28 of 29 people found the following review helpful:
5.0 out of 5 stars NAMI Recommended Read, June 21, 2006
This review is from: Sufficient Grace: A Novel (Hardcover)
From The National Alliance on Mental Illness Newsletter:
by Bob Carolla

"Sufficient Grace, by Darnell Arnoult, is a Southern novel that explores themes of faith, family, love, and redemption. It's sensitive, at times humorous. It's also about schizophrenia, inspired by the mother of the author.

The book opens with Gracie Holloman drawing a life-size picture of Jesus on the walls of her house to watch over the family she is about to leave -- in response to commands from spiritual voices. She wanders and is discovered miles away -- mute and incapacitated -- by two women.

No one sees her as mentally ill. The only doctor in town who still makes house calls confirms she has no physical injury. "She may have a condition not so readily diagnosed," he observes.

In fact, the words "mental illness" do not appear until page 140 of the book. "Schizophrenia" not until page 153. Gracie emerges as a character without labels, introduced without presumption.

The lives of two families--one white, one black--end up being profoundly affected by Gracie's illness. Two worlds collide and family ties are redrawn. Compassion transforms an elderly widow. An abandoned husband finds a second chance at love. A daughter learns to accept her mother's illness.

And Gracie's genius as a painter is revealed.

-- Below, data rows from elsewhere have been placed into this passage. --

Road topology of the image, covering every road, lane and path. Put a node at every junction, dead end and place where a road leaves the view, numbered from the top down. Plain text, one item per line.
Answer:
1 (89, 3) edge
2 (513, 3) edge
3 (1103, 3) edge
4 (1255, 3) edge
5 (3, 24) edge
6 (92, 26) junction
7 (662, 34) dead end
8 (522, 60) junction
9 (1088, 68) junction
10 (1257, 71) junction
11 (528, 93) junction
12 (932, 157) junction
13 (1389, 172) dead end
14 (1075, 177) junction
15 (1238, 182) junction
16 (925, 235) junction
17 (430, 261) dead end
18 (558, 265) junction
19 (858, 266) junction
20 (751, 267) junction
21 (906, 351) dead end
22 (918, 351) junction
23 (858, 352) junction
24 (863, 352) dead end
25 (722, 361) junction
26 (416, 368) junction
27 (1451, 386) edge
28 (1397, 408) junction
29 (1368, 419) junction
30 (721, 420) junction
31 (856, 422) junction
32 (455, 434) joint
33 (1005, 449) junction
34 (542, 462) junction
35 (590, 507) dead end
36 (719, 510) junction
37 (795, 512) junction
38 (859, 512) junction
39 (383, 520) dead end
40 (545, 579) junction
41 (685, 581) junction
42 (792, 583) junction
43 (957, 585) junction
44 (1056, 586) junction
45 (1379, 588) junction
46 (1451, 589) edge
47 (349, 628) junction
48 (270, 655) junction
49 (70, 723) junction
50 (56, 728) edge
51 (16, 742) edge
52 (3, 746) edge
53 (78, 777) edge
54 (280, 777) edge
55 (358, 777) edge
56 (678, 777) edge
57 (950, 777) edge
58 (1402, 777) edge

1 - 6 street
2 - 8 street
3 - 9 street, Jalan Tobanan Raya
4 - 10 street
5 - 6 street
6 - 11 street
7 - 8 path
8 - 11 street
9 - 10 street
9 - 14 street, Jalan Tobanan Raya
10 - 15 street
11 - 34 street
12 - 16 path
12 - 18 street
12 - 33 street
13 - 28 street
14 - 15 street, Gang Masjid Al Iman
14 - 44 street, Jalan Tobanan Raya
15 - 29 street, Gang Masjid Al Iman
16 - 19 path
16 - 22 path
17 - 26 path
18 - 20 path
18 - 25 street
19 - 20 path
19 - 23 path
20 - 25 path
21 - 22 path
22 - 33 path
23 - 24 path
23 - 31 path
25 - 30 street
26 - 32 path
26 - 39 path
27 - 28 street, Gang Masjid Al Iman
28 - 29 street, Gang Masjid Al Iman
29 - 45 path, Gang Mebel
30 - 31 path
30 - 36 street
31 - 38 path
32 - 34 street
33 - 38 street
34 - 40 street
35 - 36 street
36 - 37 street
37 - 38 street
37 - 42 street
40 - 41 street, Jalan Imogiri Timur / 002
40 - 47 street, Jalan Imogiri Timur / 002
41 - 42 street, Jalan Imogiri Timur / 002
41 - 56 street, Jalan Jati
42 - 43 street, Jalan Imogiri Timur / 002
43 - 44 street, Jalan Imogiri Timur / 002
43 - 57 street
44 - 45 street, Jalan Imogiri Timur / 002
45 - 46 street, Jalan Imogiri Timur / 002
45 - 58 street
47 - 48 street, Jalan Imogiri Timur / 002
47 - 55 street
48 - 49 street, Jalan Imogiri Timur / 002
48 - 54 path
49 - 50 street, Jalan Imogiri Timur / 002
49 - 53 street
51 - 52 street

But first, there are difficult moments.

"How many crazy people have come to the ER?" Gracie's daughter wonders after learning her mother's diagnosis. "How many mothers and daughters? How many husbands and wives? How many mothers and children? How many people adrift and separating, trying to hold on to each other, the distance between them all constantly growing wider and wider? How many of them laugh to the point of tears as the seam between them, the thing holding them together, rips open?"

"Is there a history of mental illness in the family," Gracie's doctor asks her husband.

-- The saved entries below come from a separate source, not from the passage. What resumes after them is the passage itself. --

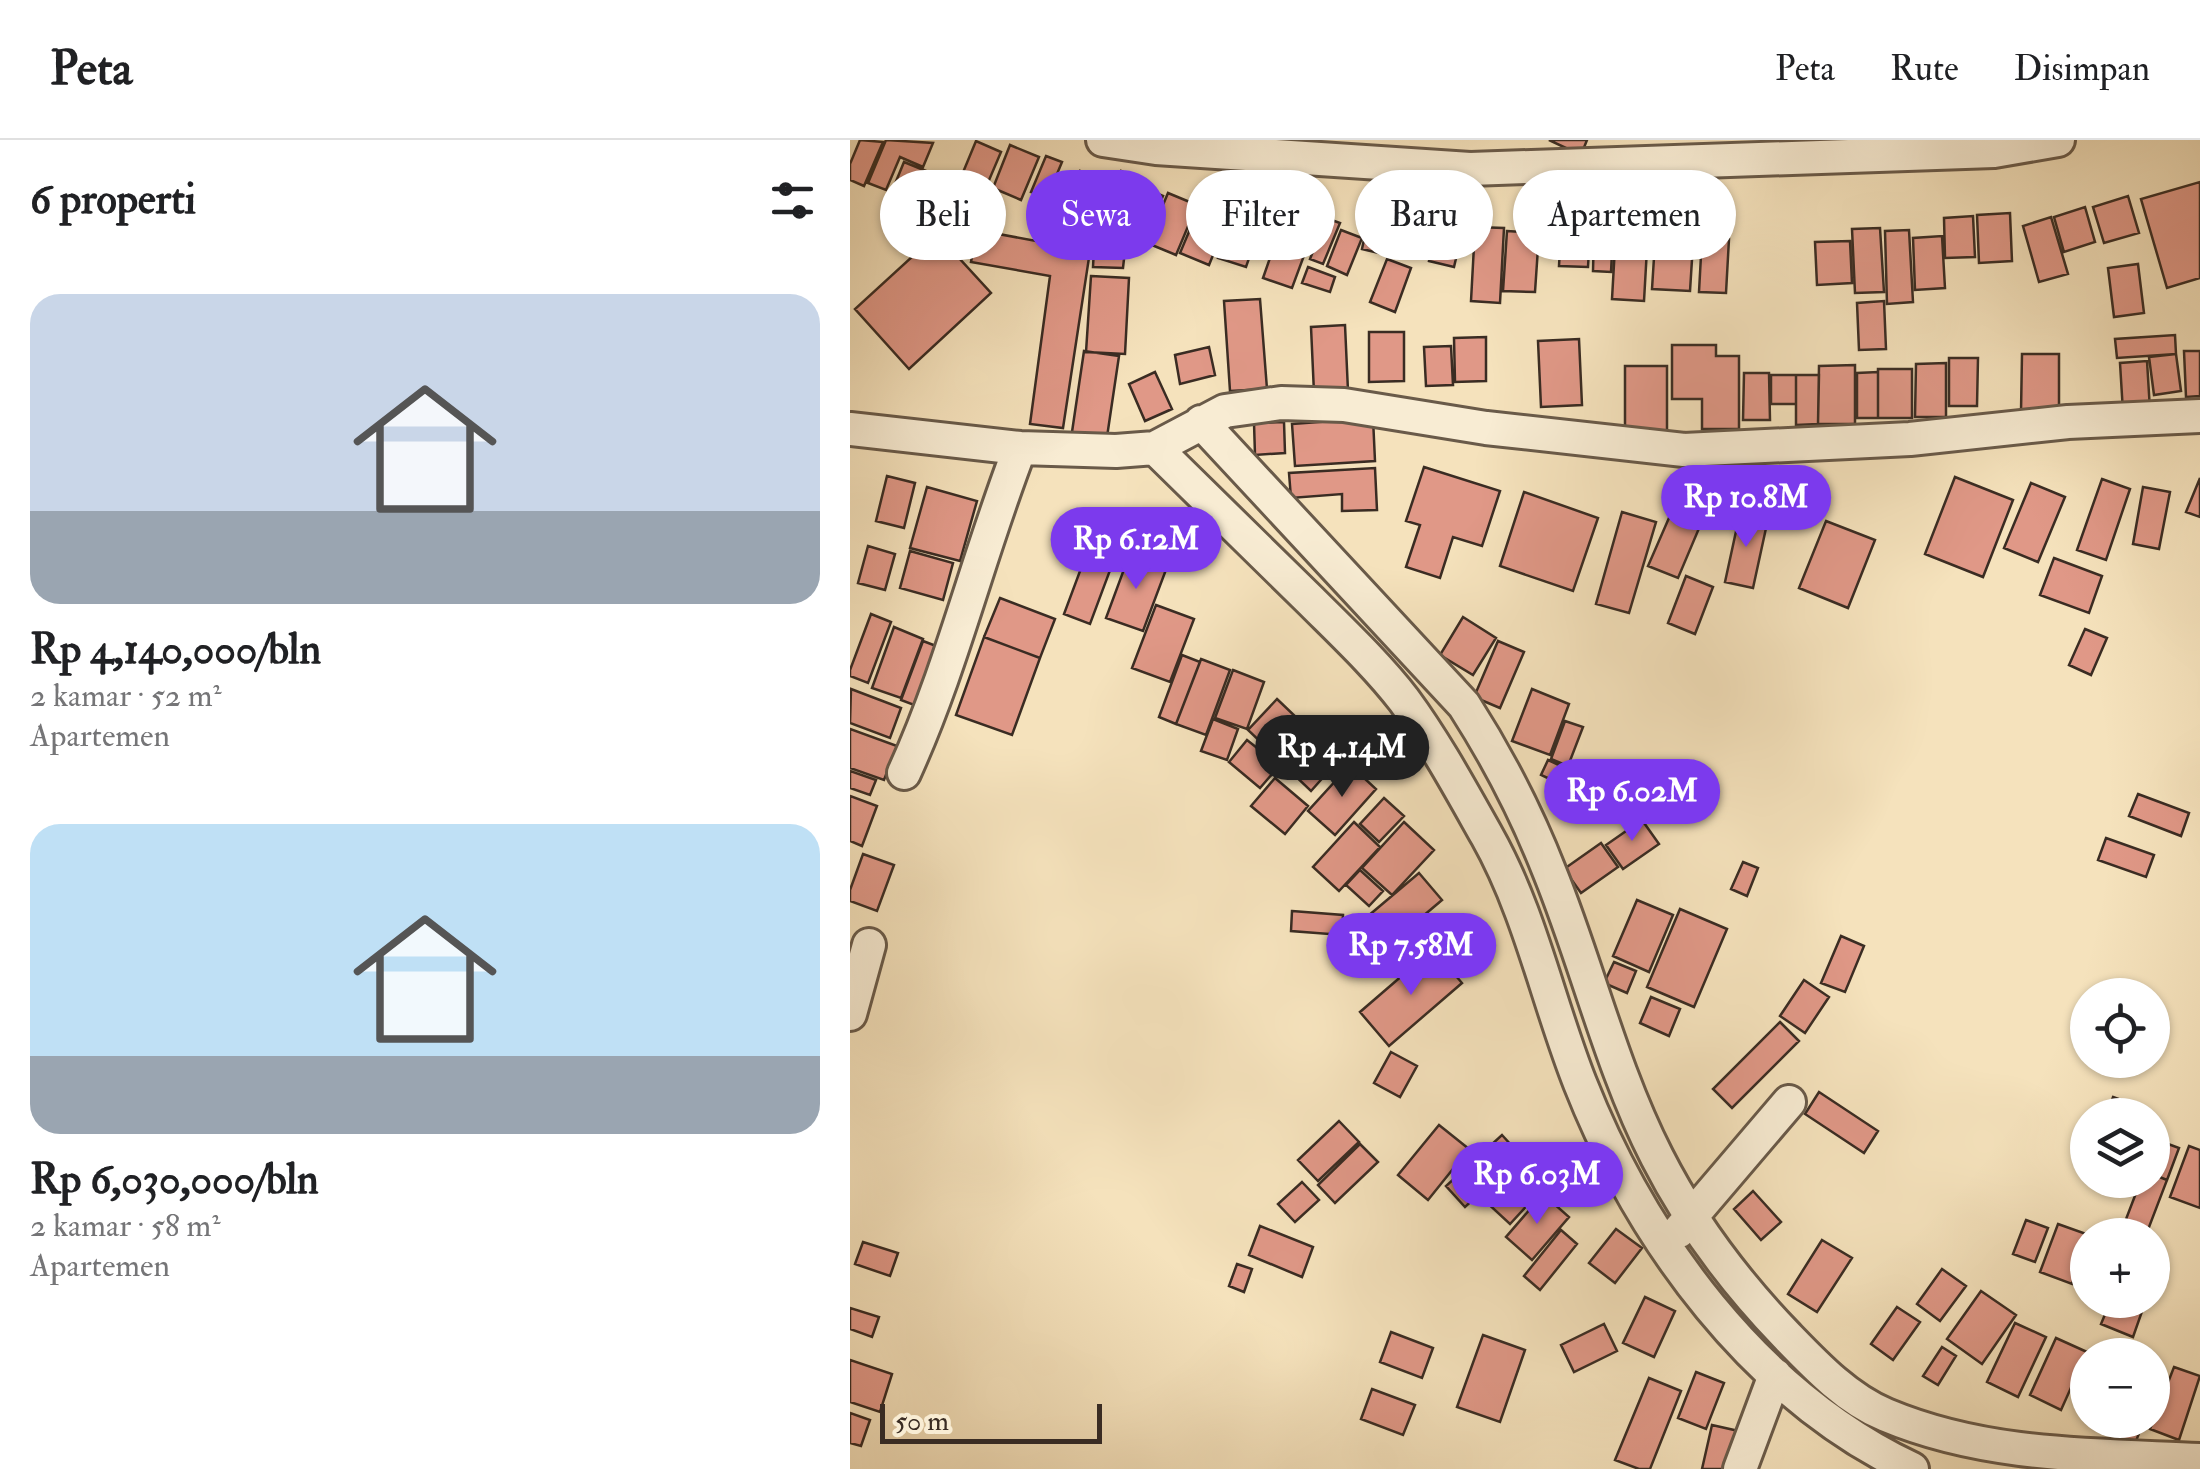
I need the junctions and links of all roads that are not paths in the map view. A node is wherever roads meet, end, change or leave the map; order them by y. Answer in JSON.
{"nodes":[{"id":1,"x":1103,"y":140,"type":"edge"},
{"id":2,"x":2058,"y":140,"type":"edge"},
{"id":3,"x":1528,"y":153,"type":"edge"},
{"id":4,"x":2200,"y":416,"type":"edge"},
{"id":5,"x":1201,"y":422,"type":"junction"},
{"id":6,"x":850,"y":429,"type":"edge"},
{"id":7,"x":1020,"y":448,"type":"junction"},
{"id":8,"x":1155,"y":448,"type":"junction"},
{"id":9,"x":1240,"y":464,"type":"junction"},
{"id":10,"x":1205,"y":496,"type":"junction"},
{"id":11,"x":1490,"y":747,"type":"junction"},
{"id":12,"x":904,"y":773,"type":"dead end"},
{"id":13,"x":1453,"y":779,"type":"junction"},
{"id":14,"x":869,"y":945,"type":"dead end"},
{"id":15,"x":850,"y":1014,"type":"edge"},
{"id":16,"x":1601,"y":1017,"type":"junction"},
{"id":17,"x":1563,"y":1034,"type":"junction"},
{"id":18,"x":1789,"y":1102,"type":"dead end"},
{"id":19,"x":1691,"y":1218,"type":"junction"},
{"id":20,"x":1665,"y":1245,"type":"junction"},
{"id":21,"x":1775,"y":1376,"type":"junction"},
{"id":22,"x":1845,"y":1391,"type":"junction"},
{"id":23,"x":1830,"y":1421,"type":"junction"},
{"id":24,"x":2200,"y":1460,"type":"edge"},
{"id":25,"x":1740,"y":1469,"type":"edge"},
{"id":26,"x":1912,"y":1469,"type":"edge"}],
"edges":[{"from":1,"to":3,"type":"street"},
{"from":2,"to":3,"type":"street"},
{"from":4,"to":5,"type":"street"},
{"from":5,"to":8,"type":"street"},
{"from":5,"to":9,"type":"street"},
{"from":6,"to":7,"type":"street"},
{"from":7,"to":8,"type":"street"},
{"from":7,"to":12,"type":"street"},
{"from":8,"to":10,"type":"street"},
{"from":9,"to":10,"type":"street"},
{"from":9,"to":11,"type":"street"},
{"from":10,"to":13,"type":"street"},
{"from":11,"to":13,"type":"street"},
{"from":11,"to":16,"type":"street"},
{"from":13,"to":17,"type":"street"},
{"from":14,"to":15,"type":"street"},
{"from":16,"to":17,"type":"street"},
{"from":16,"to":19,"type":"street"},
{"from":17,"to":20,"type":"street"},
{"from":18,"to":19,"type":"street"},
{"from":19,"to":20,"type":"street"},
{"from":19,"to":22,"type":"street"},
{"from":20,"to":21,"type":"street"},
{"from":21,"to":23,"type":"street"},
{"from":21,"to":25,"type":"street"},
{"from":22,"to":23,"type":"street"},
{"from":22,"to":24,"type":"street"},
{"from":23,"to":26,"type":"street"}]}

"Her daddy shot hisself. I guess that requires a certain amount of crazy."

"Has she ever been hospitalized?"

"There was this one time when she was in college. She told me about it before we were married, but she never talked about it after that...My wife has always listened to her own drummer. But she's never been what you'd call depressed. Just different. Always looking at things from a different angle."

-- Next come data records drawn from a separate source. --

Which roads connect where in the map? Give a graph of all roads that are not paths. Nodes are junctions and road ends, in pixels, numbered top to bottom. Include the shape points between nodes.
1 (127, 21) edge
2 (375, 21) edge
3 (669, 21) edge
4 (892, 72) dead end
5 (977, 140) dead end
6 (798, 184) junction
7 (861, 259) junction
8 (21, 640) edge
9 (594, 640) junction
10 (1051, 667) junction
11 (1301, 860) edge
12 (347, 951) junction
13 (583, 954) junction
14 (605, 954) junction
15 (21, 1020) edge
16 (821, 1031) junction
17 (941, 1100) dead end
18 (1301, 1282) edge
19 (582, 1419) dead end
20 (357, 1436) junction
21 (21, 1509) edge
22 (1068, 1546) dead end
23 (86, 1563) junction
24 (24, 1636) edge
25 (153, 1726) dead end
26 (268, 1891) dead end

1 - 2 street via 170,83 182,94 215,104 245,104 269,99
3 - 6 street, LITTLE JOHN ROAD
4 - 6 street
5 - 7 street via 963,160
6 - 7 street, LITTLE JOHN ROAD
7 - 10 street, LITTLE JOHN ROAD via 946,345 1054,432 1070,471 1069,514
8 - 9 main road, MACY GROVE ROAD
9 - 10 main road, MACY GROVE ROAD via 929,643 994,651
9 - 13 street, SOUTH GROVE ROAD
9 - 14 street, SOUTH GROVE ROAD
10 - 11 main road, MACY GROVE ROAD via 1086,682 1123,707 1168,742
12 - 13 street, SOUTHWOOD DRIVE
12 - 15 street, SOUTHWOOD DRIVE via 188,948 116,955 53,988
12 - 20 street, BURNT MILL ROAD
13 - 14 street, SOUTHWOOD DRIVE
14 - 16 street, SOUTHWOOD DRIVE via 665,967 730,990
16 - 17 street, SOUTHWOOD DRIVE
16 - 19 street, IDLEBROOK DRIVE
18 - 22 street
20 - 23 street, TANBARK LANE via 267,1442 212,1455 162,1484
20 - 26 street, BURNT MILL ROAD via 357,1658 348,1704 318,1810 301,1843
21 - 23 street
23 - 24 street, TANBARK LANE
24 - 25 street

Mythology and religion play important roles in the novel as "cornerstones" in the way Gracie sees the world. Cooking gives it additional flavor. One reviewer calls the book "southern story-telling at its finest."

Another describes it as "a hymn of praise to the possibility that wells in the shadows, the promise that waits within the most broken among us, and the power of love in all its infinite variety."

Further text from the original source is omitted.